Import s3ql_1.4.orig.tar.bz2

author: Nikolaus Rath <Nikolaus@rath.org> 2016-03-09 10:08:26 -0800
committer: Nikolaus Rath <Nikolaus@rath.org> 2016-03-09 10:08:26 -0800
commit: 8637d44c9ca3652c30895bf010acbd57ce6d451b (patch)
tree: bf0ff8738db144c79d08fd9a0abcf5afa8b51dac /src/s3ql/common.py
parent: 538edbe3d8a600a9ee4ff4a7822abbc79cbf00e1 (diff)
1 files changed, 50 insertions, 34 deletions
diff --git a/src/s3ql/common.py b/src/s3ql/common.py
index 4401501..6dfe902 100644
--- a/src/s3ql/common.py
+++ b/src/s3ql/common.py
@@ -12,11 +12,14 @@ import cPickle as pickle
 import hashlib
 import logging
 import os
-import shutil
 import stat
 import sys
 import tempfile
 import time
+import lzma
+
+# Buffer size when writing objects
+BUFSIZE = 256 * 1024
 
 log = logging.getLogger('common')
         
@@ -124,6 +127,7 @@ def get_seq_no(bucket):
 def cycle_metadata(bucket):
     from .backends.common import NoSuchObject
     
+    log.info('Backing up old metadata...')
     for i in reversed(range(10)):
         try:
             bucket.copy("s3ql_metadata_bak_%d" % i, "s3ql_metadata_bak_%d" % (i + 1))
@@ -133,7 +137,11 @@ def cycle_metadata(bucket):
     bucket.copy("s3ql_metadata", "s3ql_metadata_bak_0")             
 
 def dump_metadata(ofh, conn):
-    pickler = pickle.Pickler(ofh, 2)
+    
+    log.info('Dumping metadata...')
+    # First write everything into temporary file
+    tmp = tempfile.TemporaryFile()
+    pickler = pickle.Pickler(tmp, 2)
     bufsize = 256
     buf = range(bufsize)
     tables_to_dump = [('objects', 'id'), ('blocks', 'id'),
@@ -151,7 +159,7 @@ def dump_metadata(ofh, conn):
     pickler.dump((tables_to_dump, columns))
     
     for (table, order) in tables_to_dump:
-        log.info('Saving %s' % table)
+        log.info('..%s..' % table)
         pickler.clear_memo()
         i = 0
         for row in conn.query('SELECT %s FROM %s ORDER BY %s' 
@@ -168,23 +176,46 @@ def dump_metadata(ofh, conn):
         
         pickler.dump(None)
 
+    # Then compress and send
+    log.info("Compressing and uploading metadata...")
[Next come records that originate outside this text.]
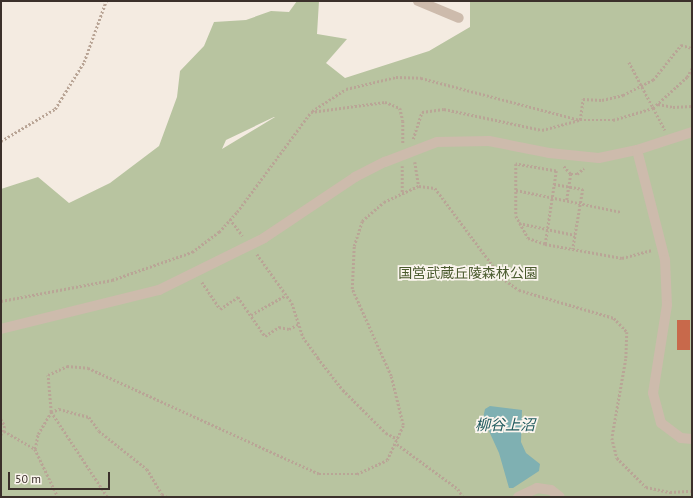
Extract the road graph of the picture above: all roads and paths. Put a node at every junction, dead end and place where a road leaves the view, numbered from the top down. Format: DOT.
graph roads {
  1 [pos="106,1"];
  2 [pos="418,1"];
  3 [pos="459,18"];
  4 [pos="692,48"];
  5 [pos="628,62"];
  6 [pos="692,68"];
  7 [pos="642,86"];
  8 [pos="658,104"];
  9 [pos="692,106"];
  10 [pos="653,108"];
  11 [pos="311,112"];
  12 [pos="580,120"];
  13 [pos="692,132"];
  14 [pos="1,141"];
  15 [pos="670,141"];
  16 [pos="403,145"];
  17 [pos="414,145"];
  18 [pos="637,150"];
  19 [pos="564,155"];
  20 [pos="415,159"];
  21 [pos="402,161"];
  22 [pos="554,184"];
  23 [pos="419,186"];
  24 [pos="569,186"];
  25 [pos="516,190"];
  26 [pos="402,192"];
  27 [pos="552,197"];
  28 [pos="567,200"];
  29 [pos="580,203"];
  30 [pos="621,212"];
  31 [pos="230,220"];
  32 [pos="518,223"];
  33 [pos="547,229"];
  34 [pos="575,235"];
  35 [pos="545,244"];
  36 [pos="251,245"];
  37 [pos="661,248"];
  38 [pos="573,249"];
  39 [pos="196,273"];
  40 [pos="286,295"];
  41 [pos="1,301"];
  42 [pos="251,316"];
  43 [pos="299,324"];
  44 [pos="1,329"];
  45 [pos="51,412"];
  46 [pos="1,419"];
  47 [pos="4,431"];
  48 [pos="1,435"];
  49 [pos="398,439"];
  50 [pos="692,439"];
  51 [pos="397,444"];
  52 [pos="35,449"];
  53 [pos="692,491"];
  54 [pos="58,497"];
  55 [pos="106,497"];
  56 [pos="167,497"];
  57 [pos="463,497"];
  58 [pos="518,497"];
  59 [pos="560,497"];
  1 -- 14 [label="path"];
  2 -- 3 [label="street"];
  4 -- 7 [label="path"];
  5 -- 7 [label="path"];
  6 -- 8 [label="path"];
  7 -- 10 [label="path"];
  7 -- 12 [label="path"];
  8 -- 9 [label="path"];
  8 -- 10 [label="path"];
  10 -- 12 [label="path"];
  10 -- 15 [label="path"];
  11 -- 12 [label="path"];
  11 -- 16 [label="path"];
  11 -- 31 [label="path"];
  12 -- 17 [label="path"];
  13 -- 15 [label="street"];
  15 -- 18 [label="street"];
  18 -- 19 [label="street"];
  18 -- 37 [label="street"];
  19 -- 24 [label="path"];
  19 -- 36 [label="street, bridge"];
  20 -- 23 [label="path"];
  21 -- 26 [label="path"];
  22 -- 24 [label="path"];
  22 -- 25 [label="path"];
  22 -- 27 [label="path"];
  23 -- 26 [label="path"];
  23 -- 53 [label="path"];
  24 -- 28 [label="path"];
  24 -- 29 [label="path"];
  25 -- 27 [label="path"];
  25 -- 32 [label="path"];
  26 -- 49 [label="path"];
  27 -- 28 [label="path"];
  27 -- 33 [label="path"];
  28 -- 29 [label="path"];
  29 -- 30 [label="path"];
  29 -- 34 [label="path"];
  31 -- 36 [label="path"];
  31 -- 41 [label="path"];
  32 -- 33 [label="path"];
  32 -- 35 [label="path"];
  33 -- 34 [label="path"];
  33 -- 35 [label="path"];
  34 -- 38 [label="path"];
  35 -- 38 [label="path"];
  36 -- 39 [label="street"];
  36 -- 40 [label="path"];
  37 -- 38 [label="path"];
  37 -- 50 [label="street"];
  39 -- 42 [label="path"];
  39 -- 44 [label="street"];
  40 -- 42 [label="path"];
  40 -- 43 [label="path"];
  42 -- 43 [label="path"];
  43 -- 49 [label="path"];
  45 -- 51 [label="path"];
  45 -- 52 [label="path"];
  45 -- 55 [label="path"];
  45 -- 56 [label="path"];
  46 -- 47 [label="path"];
  47 -- 48 [label="path"];
  47 -- 52 [label="path"];
  49 -- 51 [label="path"];
  51 -- 57 [label="path"];
  52 -- 54 [label="path"];
  58 -- 59 [label="street"];
}
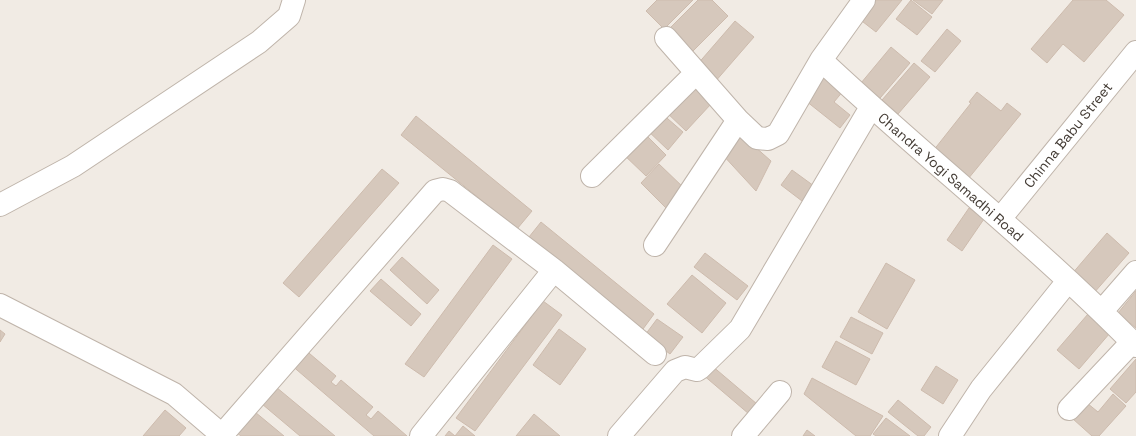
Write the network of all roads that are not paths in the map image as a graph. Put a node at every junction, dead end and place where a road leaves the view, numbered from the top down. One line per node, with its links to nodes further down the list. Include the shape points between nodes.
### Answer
1 (294, 0): 10 (street, via 289,16 259,42 73,166)
2 (864, 0): 5 (street)
3 (666, 38): 6 (street)
4 (1136, 52): 11 (street, Chinna Babu Street)
5 (821, 60): 7 (street, Chandra Yogi Samadhi Road); 8 (street, via 778,134 768,139 757,138)
6 (696, 72): 8 (street); 9 (street)
7 (871, 107): 11 (street, Chandra Yogi Samadhi Road); 24 (street, via 740,329 697,370 685,367 675,371)
8 (738, 120): 12 (street)
9 (592, 176)
10 (0, 206)
11 (1000, 219): 15 (street, Chandra Yogi Samadhi Road)
12 (655, 245)
13 (554, 270): 19 (street); 22 (street, via 450,191 435,191); 23 (street)
14 (1136, 272): 17 (street)
15 (1068, 280): 17 (street, Chandra Yogi Samadhi Road); 26 (street, via 980,389)
16 (0, 305): 22 (street, via 174,394)
17 (1102, 311): 18 (street, Chandra Yogi Samadhi Road)
18 (1134, 344): 21 (street)
19 (655, 354)
20 (780, 392): 25 (street)
21 (1070, 409)
22 (223, 436)
23 (421, 436)
24 (619, 436)
25 (742, 436)
26 (950, 436)

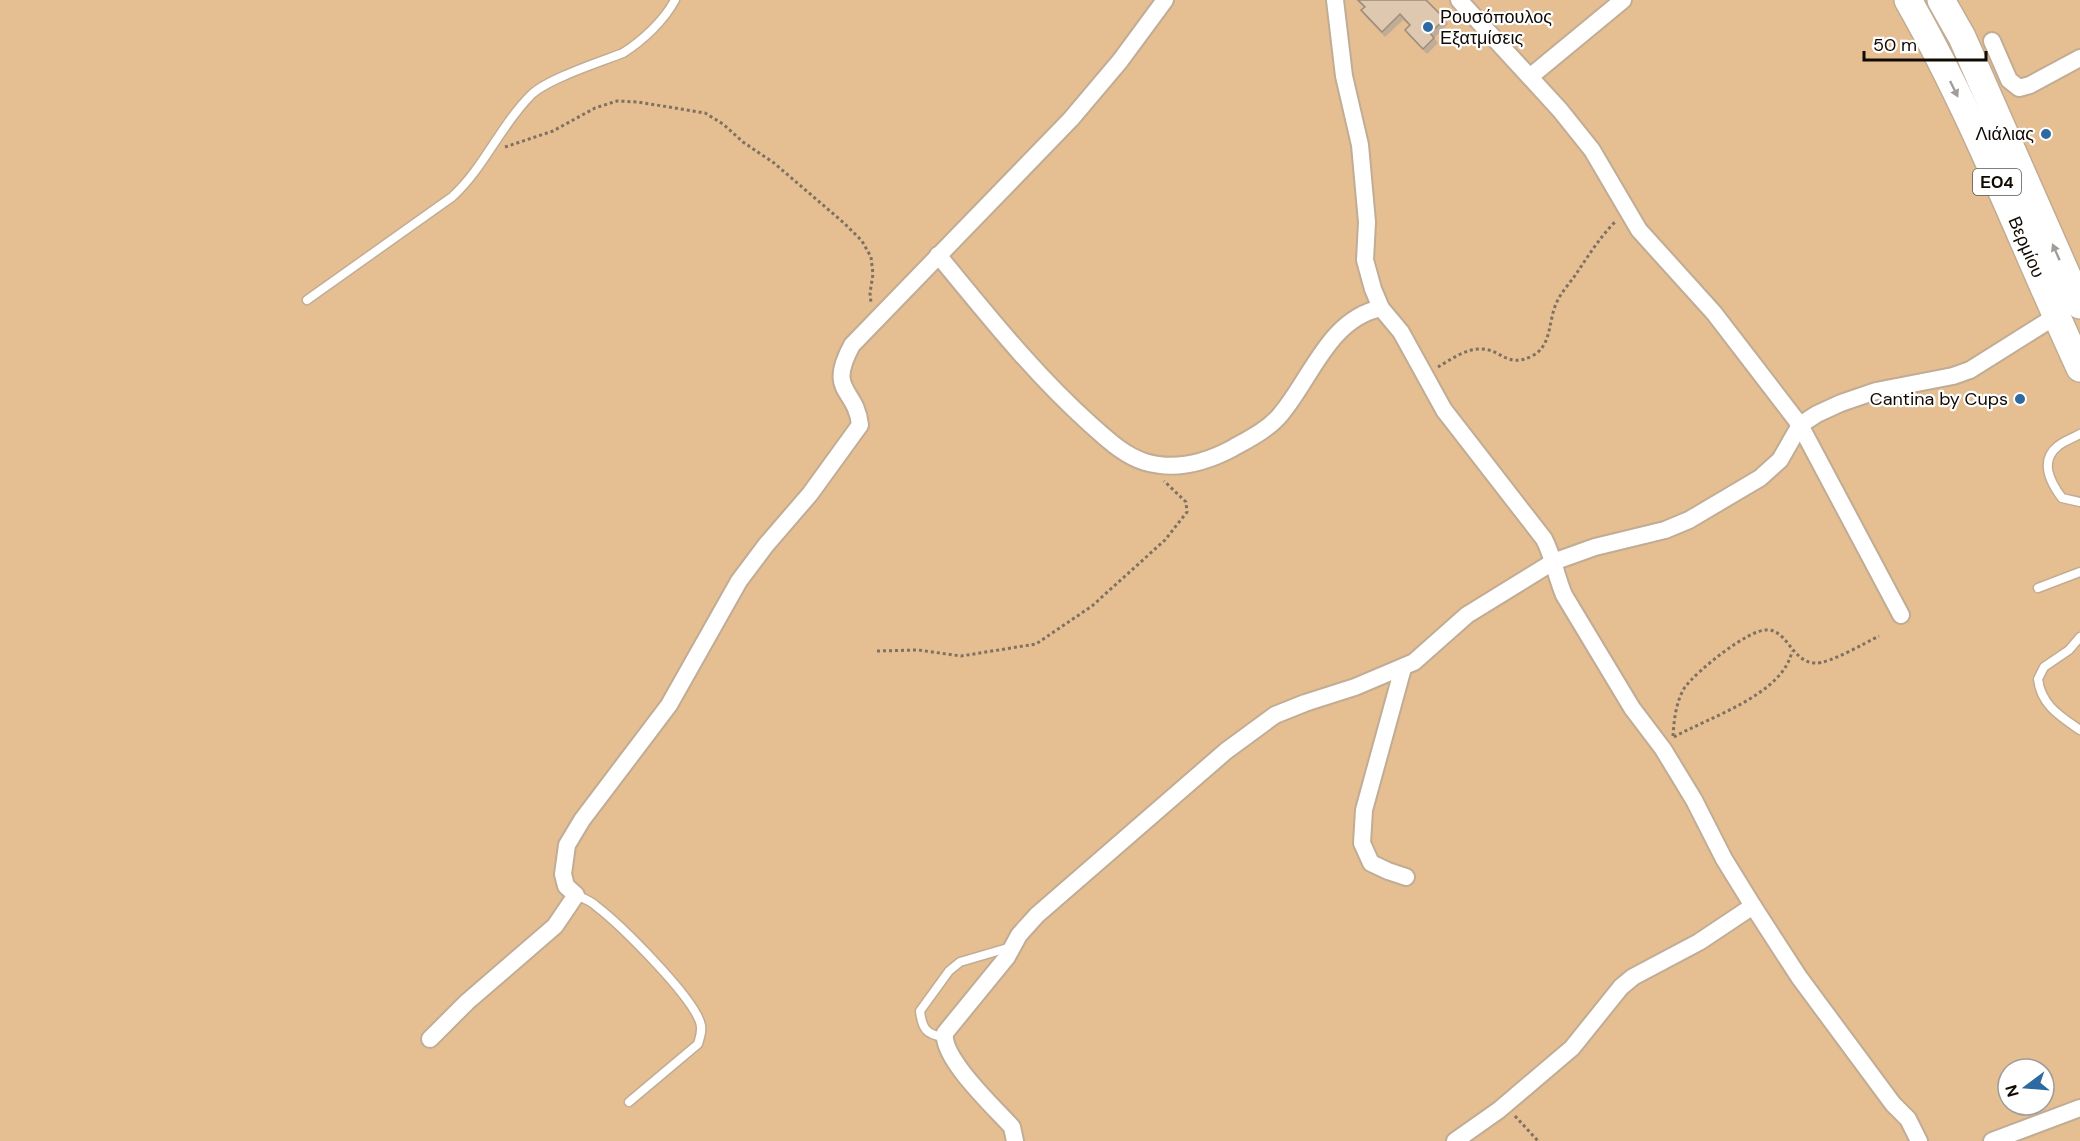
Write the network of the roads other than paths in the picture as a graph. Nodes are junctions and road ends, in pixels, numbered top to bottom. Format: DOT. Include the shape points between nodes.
graph roads {
  1 [pos="675,0"];
  2 [pos="1165,0"];
  3 [pos="1335,0"];
  4 [pos="1459,0"];
  5 [pos="1623,0"];
  6 [pos="1908,0"];
  7 [pos="1941,0"];
  8 [pos="1992,40"];
  9 [pos="2080,58"];
  10 [pos="1531,76"];
  11 [pos="938,255"];
  12 [pos="307,300"];
  13 [pos="1381,308"];
  14 [pos="2068,311"];
  15 [pos="2080,368"];
  16 [pos="1800,425"];
  17 [pos="2080,434"];
  18 [pos="2080,502"];
  19 [pos="1553,562"];
  20 [pos="2080,572"];
  21 [pos="2038,588"];
  22 [pos="1901,615"];
  23 [pos="2080,637"];
  24 [pos="1403,668"];
  25 [pos="2080,730"];
  26 [pos="1406,876"];
  27 [pos="576,895"];
  28 [pos="1754,906"];
  29 [pos="1012,946"];
  30 [pos="944,1037"];
  31 [pos="430,1039"];
  32 [pos="629,1102"];
  33 [pos="2080,1108"];
  34 [pos="1015,1141"];
  35 [pos="1455,1141"];
  36 [pos="1919,1141"];
  37 [pos="1992,1141"];
  1 -- 12 [label="lane" via="634,46 546,84 532,94 467,184"];
  2 -- 11 [label="street" via="1071,119"];
  3 -- 13 [label="street" via="1344,76 1363,165 1365,260"];
  4 -- 10 [label="street"];
  5 -- 10 [label="street"];
  6 -- 14 [label="main road, Βερμίου / ΕΟ4, one-way"];
  14 -- 7 [label="main road, Βερμίου / ΕΟ4, one-way" via="1962,37"];
  8 -- 9 [label="street" via="2010,80 2019,88"];
  10 -- 16 [label="street" via="1592,150 1653,247 1714,313"];
  11 -- 13 [label="street" via="1013,346 1077,412 1117,448 1147,463 1164,465 1212,459 1252,437 1280,416 1343,327 1362,313"];
  11 -- 27 [label="street" via="852,345 843,362 841,378 858,412 860,425 739,581 669,705 567,845 563,874"];
  13 -- 19 [label="street" via="1401,332 1444,410 1544,539"];
  14 -- 15 [label="main road, Βερμίου / ΕΟ4"];
  14 -- 16 [label="street" via="1970,370 1876,391 1841,403"];
  16 -- 19 [label="street" via="1780,460 1760,478 1689,520"];
  16 -- 22 [label="street"];
  17 -- 18 [label="lane" via="2058,445 2048,457 2048,472 2061,498"];
  19 -- 24 [label="street" via="1467,615"];
  19 -- 28 [label="street" via="1564,595 1632,708 1668,743 1724,859"];
  20 -- 21 [label="lane"];
  23 -- 25 [label="lane" via="2044,667 2038,679 2051,709"];
  24 -- 26 [label="street" via="1364,810 1362,843 1371,863"];
  24 -- 29 [label="street" via="1286,710 1262,723 1037,915"];
  27 -- 31 [label="street" via="555,926"];
  27 -- 32 [label="lane" via="594,903 670,979 700,1023 698,1044"];
  28 -- 35 [label="street" via="1699,942 1633,976 1572,1048 1499,1110"];
  28 -- 36 [label="street" via="1799,976 1908,1119"];
  29 -- 30 [label="street"];
  29 -- 30 [label="lane" via="960,962 949,971 920,1011 927,1032"];
  30 -- 34 [label="street" via="949,1053 1012,1128"];
  33 -- 37 [label="street"];
}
+    compr = lzma.LZMACompressor(options={ 'level': 7 })
+    tmp.seek(0)
+    while True:
+        buf = tmp.read(BUFSIZE)
+        if not buf:
+            break
+        buf = compr.compress(buf)
+        if buf:
+            ofh.write(buf)
+    buf = compr.flush()
+    if buf:
+        ofh.write(buf)
+    del compr # Free memory ASAP, LZMA level 7 needs 186 MB
+    tmp.close()
 
 def restore_metadata(ifh, conn):
 
-    # Unpickling is terribly slow if fh is not a real file
-    # object.
-    if not hasattr(ifh, 'fileno'):
-        log.info('Caching tables...')
-        with tempfile.TemporaryFile() as tmp:
-            shutil.copyfileobj(ifh, tmp)
-            tmp.seek(0)
-            return restore_metadata(tmp, conn)
-    
-    unpickler = pickle.Unpickler(ifh)
+    # Note: unpickling is terribly slow if fh is not a real file object, so
+    # uncompressing to a temporary file also gives a performance boost
+    log.info('Downloading and decompressing metadata...')
+    tmp = tempfile.TemporaryFile()
+    decompressor = lzma.LZMADecompressor()
+    while True:
+        buf = ifh.read(BUFSIZE)
+        if not buf:
+            break
+        buf = decompressor.decompress(buf)
+        if buf:
+            tmp.write(buf)
+    del decompressor
+    tmp.seek(0) 
+
+    log.info("Reading metadata...")
+    unpickler = pickle.Unpickler(tmp)
     (to_dump, columns) = unpickler.load()
     create_tables(conn)
     for (table, _) in to_dump:
-        log.info('Loading %s', table)
+        log.info('..%s..', table)
         col_str = ', '.join(columns[table])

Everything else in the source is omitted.